**Exercise requirements:** Your task is to repeat the entries word for word while leaving out the pictures.

**Task data:**

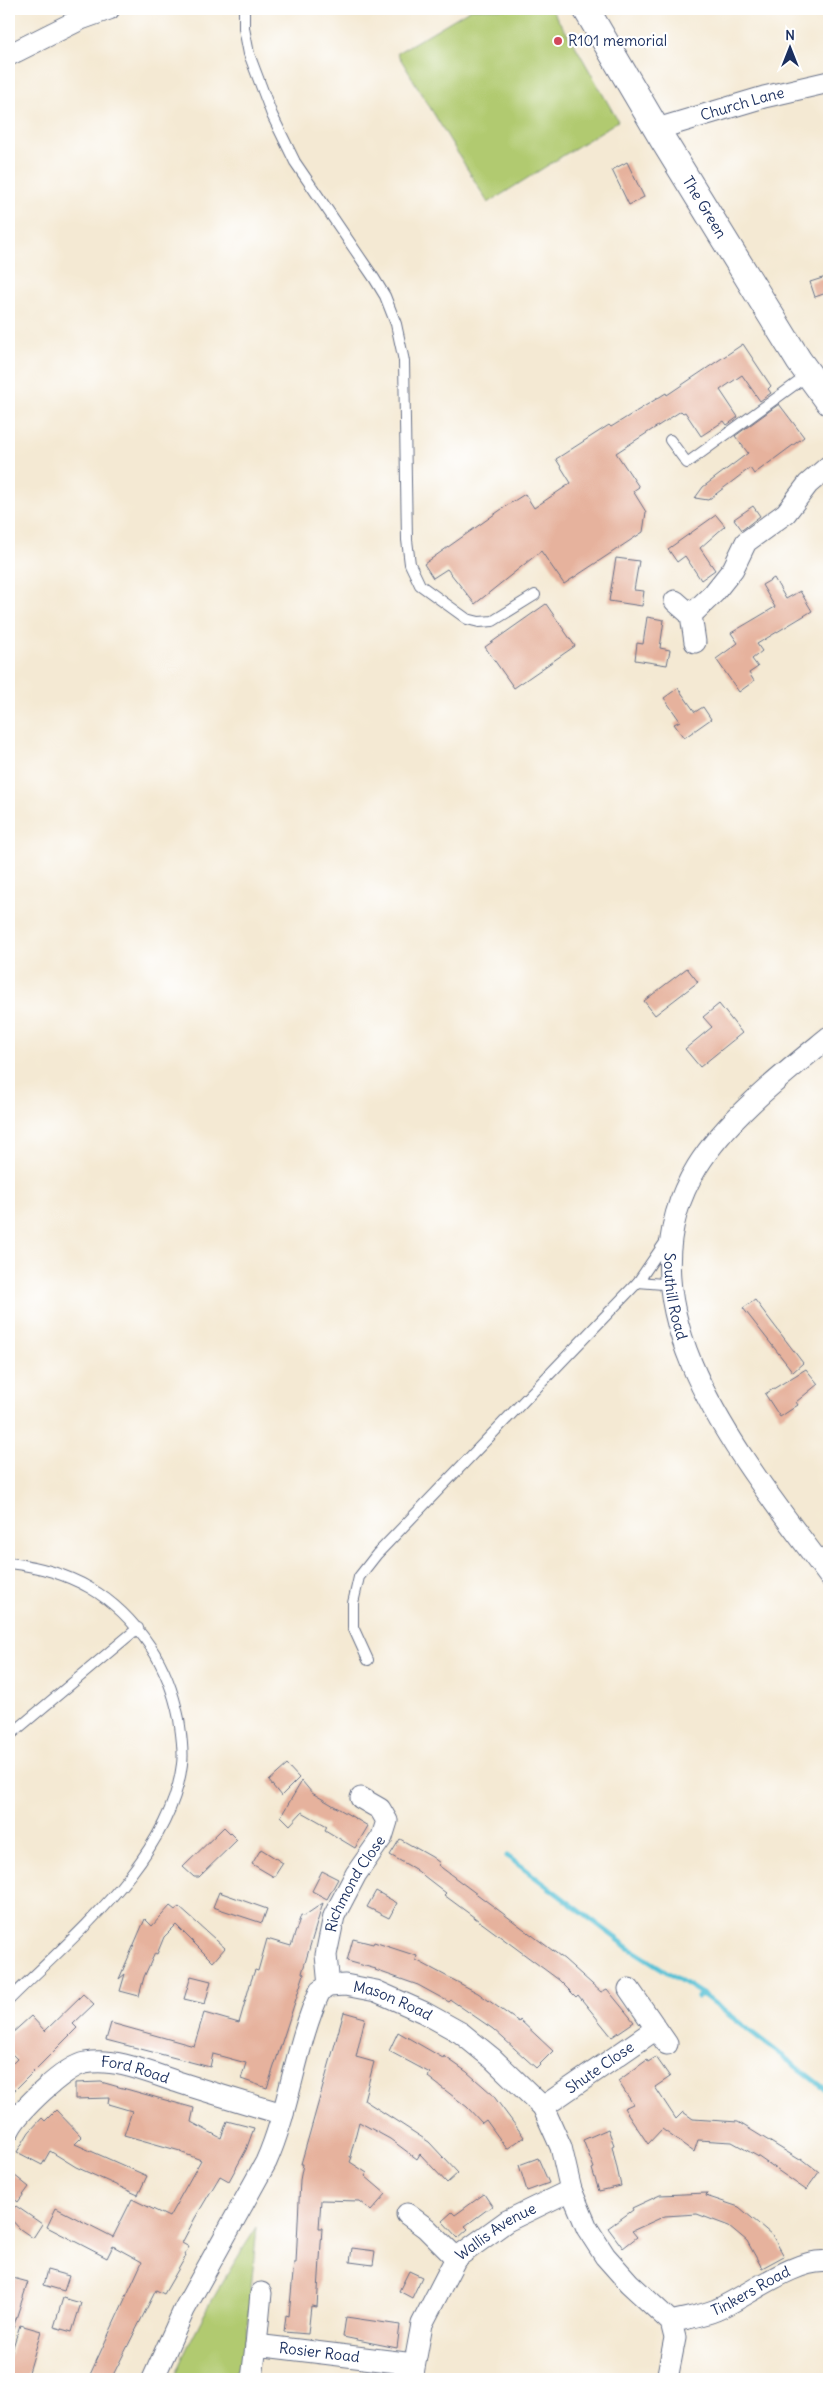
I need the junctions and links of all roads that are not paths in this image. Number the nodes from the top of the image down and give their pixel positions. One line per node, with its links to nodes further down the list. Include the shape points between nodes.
1 (109, 9): 4 (street, via 81,19)
2 (244, 9): 11 (lane, via 249,54 272,115 295,162 385,296 396,324 404,361 407,540 410,564 420,585 467,619 479,622 493,621)
3 (586, 9): 6 (street, The Green)
4 (9, 55)
5 (829, 82): 6 (street, Church Lane, via 764,97)
6 (657, 130): 7 (street, The Green)
7 (809, 374): 8 (street, The Green); 9 (lane, via 686,463)
8 (829, 402)
9 (670, 440)
10 (829, 466): 12 (street, via 808,484 786,513 746,542 733,569 714,593 683,608)
11 (535, 595)
12 (695, 642)
13 (829, 1037): 14 (street, Southill Road, via 776,1082 718,1139 681,1197)
14 (673, 1232): 15 (lane); 16 (street, Southill Road)
15 (638, 1282): 16 (lane); 20 (lane, via 377,1554 359,1577 353,1603 353,1627)
16 (671, 1287): 18 (street, Southill Road, via 672,1303 685,1347 718,1418)
17 (9, 1563): 19 (lane, via 34,1566 89,1586)
18 (829, 1576)
19 (138, 1628): 21 (lane); 25 (lane, via 154,1652 176,1704 182,1736 182,1763 176,1797 156,1839 136,1869)
20 (368, 1660)
21 (9, 1736)
22 (361, 1798): 23 (street, Richmond Close, via 380,1809 388,1821 382,1837 356,1874 334,1916 326,1955)
23 (328, 1986): 26 (street, Mason Road, via 345,1984 376,1991 423,2012 487,2054); 27 (street, via 320,1991 315,2001)
24 (629, 1990): 26 (street, Shute Close, via 662,2036)
25 (9, 2000)
26 (543, 2107): 29 (street, Mason Road, via 562,2147)
27 (283, 2114): 28 (street, Ford Road, via 134,2068 107,2062 84,2063 63,2074 43,2091); 37 (street, via 266,2162 184,2310)
28 (9, 2130)
29 (571, 2190): 31 (street, Wallis Avenue, via 507,2222); 34 (street, Mason Road, via 587,2228 605,2256)
30 (408, 2214): 31 (street)
31 (456, 2258): 36 (street, Wallis Avenue, via 422,2324)
32 (829, 2262): 34 (street, Tinkers Road, via 820,2260 779,2276 716,2310)
33 (260, 2293): 35 (street)
34 (671, 2322): 39 (street, via 675,2338)
35 (256, 2345): 36 (street, Rosier Road); 38 (street, Rosier Road)
36 (413, 2372)
37 (154, 2379)
38 (252, 2379)
39 (667, 2379)

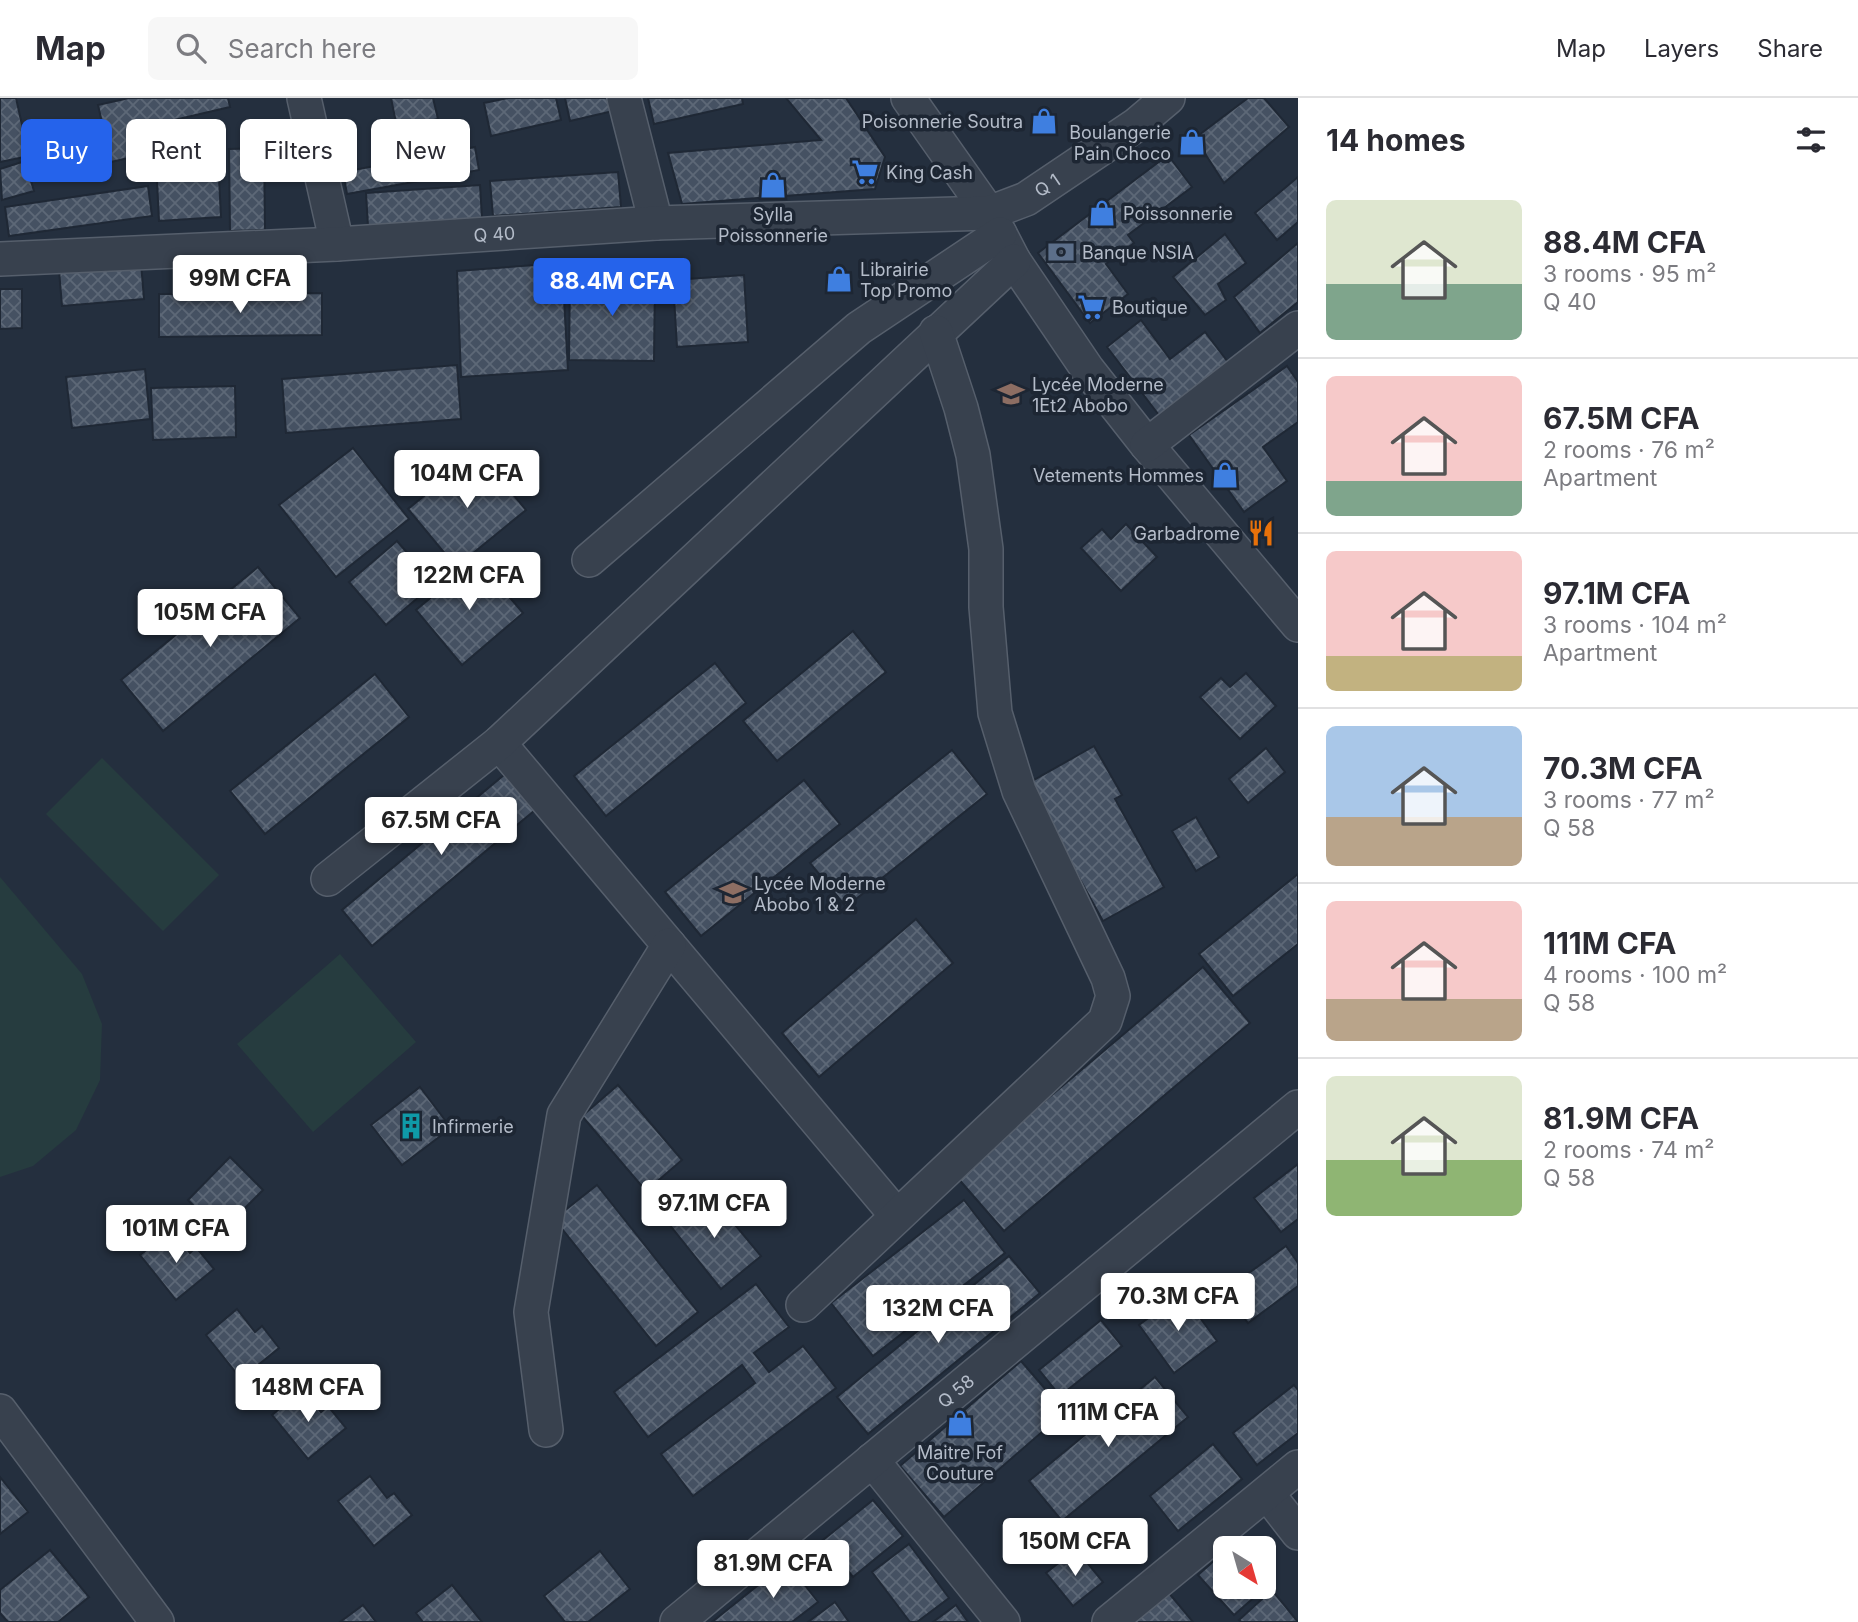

**Result:**
I need the junctions and links of all roads that are not paths in this image. Number the nodes from the top of the image down and give their pixel positions. One line per node, with its links to nodes further down the list. Include the shape points between nodes.
1 (109, 9): 4 (street, via 81,19)
2 (244, 9): 11 (lane, via 249,54 272,115 295,162 385,296 396,324 404,361 407,540 410,564 420,585 467,619 479,622 493,621)
3 (586, 9): 6 (street, The Green)
4 (9, 55)
5 (829, 82): 6 (street, Church Lane, via 764,97)
6 (657, 130): 7 (street, The Green)
7 (809, 374): 8 (street, The Green); 9 (lane, via 686,463)
8 (829, 402)
9 (670, 440)
10 (829, 466): 12 (street, via 808,484 786,513 746,542 733,569 714,593 683,608)
11 (535, 595)
12 (695, 642)
13 (829, 1037): 14 (street, Southill Road, via 776,1082 718,1139 681,1197)
14 (673, 1232): 15 (lane); 16 (street, Southill Road)
15 (638, 1282): 16 (lane); 20 (lane, via 377,1554 359,1577 353,1603 353,1627)
16 (671, 1287): 18 (street, Southill Road, via 672,1303 685,1347 718,1418)
17 (9, 1563): 19 (lane, via 34,1566 89,1586)
18 (829, 1576)
19 (138, 1628): 21 (lane); 25 (lane, via 154,1652 176,1704 182,1736 182,1763 176,1797 156,1839 136,1869)
20 (368, 1660)
21 (9, 1736)
22 (361, 1798): 23 (street, Richmond Close, via 380,1809 388,1821 382,1837 356,1874 334,1916 326,1955)
23 (328, 1986): 26 (street, Mason Road, via 345,1984 376,1991 423,2012 487,2054); 27 (street, via 320,1991 315,2001)
24 (629, 1990): 26 (street, Shute Close, via 662,2036)
25 (9, 2000)
26 (543, 2107): 29 (street, Mason Road, via 562,2147)
27 (283, 2114): 28 (street, Ford Road, via 134,2068 107,2062 84,2063 63,2074 43,2091); 37 (street, via 266,2162 184,2310)
28 (9, 2130)
29 (571, 2190): 31 (street, Wallis Avenue, via 507,2222); 34 (street, Mason Road, via 587,2228 605,2256)
30 (408, 2214): 31 (street)
31 (456, 2258): 36 (street, Wallis Avenue, via 422,2324)
32 (829, 2262): 34 (street, Tinkers Road, via 820,2260 779,2276 716,2310)
33 (260, 2293): 35 (street)
34 (671, 2322): 39 (street, via 675,2338)
35 (256, 2345): 36 (street, Rosier Road); 38 (street, Rosier Road)
36 (413, 2372)
37 (154, 2379)
38 (252, 2379)
39 (667, 2379)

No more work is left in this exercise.